* Required work: When you find the word "index" in a line of the entries, please copy the whole line.

[Saved entries]
= = =

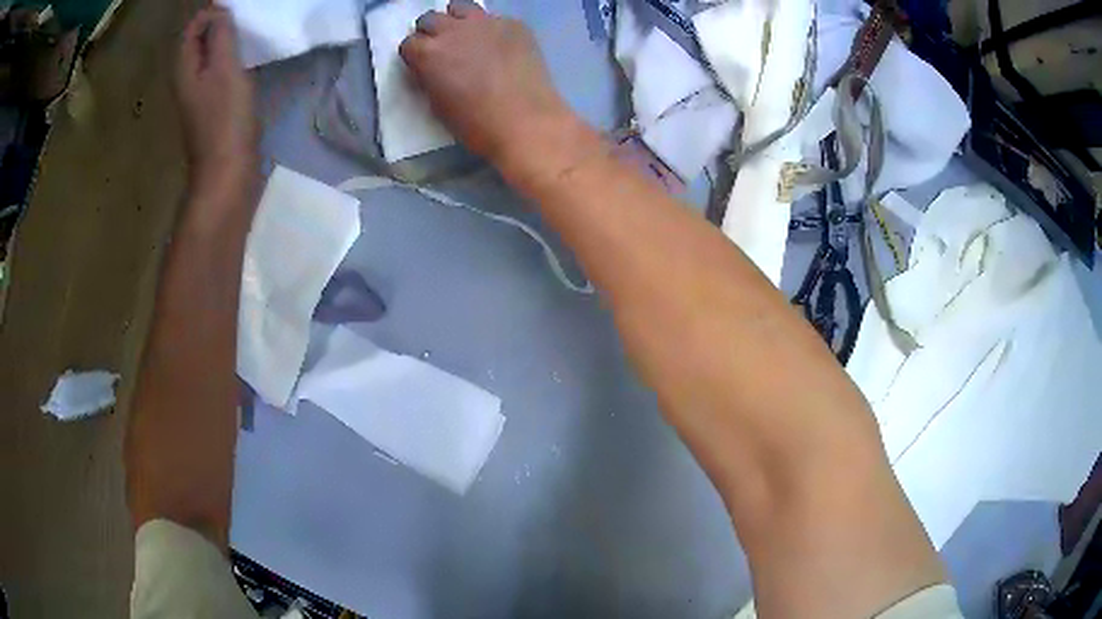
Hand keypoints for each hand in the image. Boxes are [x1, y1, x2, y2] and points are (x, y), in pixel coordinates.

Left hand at [176, 7, 256, 191]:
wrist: (227, 173)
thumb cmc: (225, 119)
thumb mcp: (224, 68)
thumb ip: (220, 35)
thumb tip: (219, 10)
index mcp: (184, 69)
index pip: (192, 28)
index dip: (212, 13)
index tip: (237, 9)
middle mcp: (187, 79)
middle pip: (200, 41)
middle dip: (220, 24)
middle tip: (245, 17)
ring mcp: (200, 94)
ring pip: (211, 56)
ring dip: (228, 41)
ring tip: (250, 32)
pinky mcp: (214, 107)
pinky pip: (220, 72)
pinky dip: (232, 60)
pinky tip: (249, 60)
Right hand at [399, 1, 578, 164]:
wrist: (525, 122)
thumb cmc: (476, 124)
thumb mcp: (437, 104)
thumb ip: (429, 78)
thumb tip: (430, 69)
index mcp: (427, 53)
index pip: (409, 43)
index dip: (415, 55)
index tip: (422, 65)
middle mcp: (452, 29)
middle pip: (431, 19)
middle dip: (432, 32)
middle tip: (444, 50)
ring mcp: (485, 22)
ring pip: (461, 7)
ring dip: (458, 20)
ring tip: (468, 37)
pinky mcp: (514, 24)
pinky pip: (495, 19)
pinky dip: (492, 29)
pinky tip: (502, 48)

= = =

* Answer box:
index mcp: (184, 69)
index pip: (192, 28)
index dip: (212, 13)
index tip: (237, 9)
index mcp: (427, 53)
index pip: (409, 43)
index dip: (415, 55)
index tip: (422, 65)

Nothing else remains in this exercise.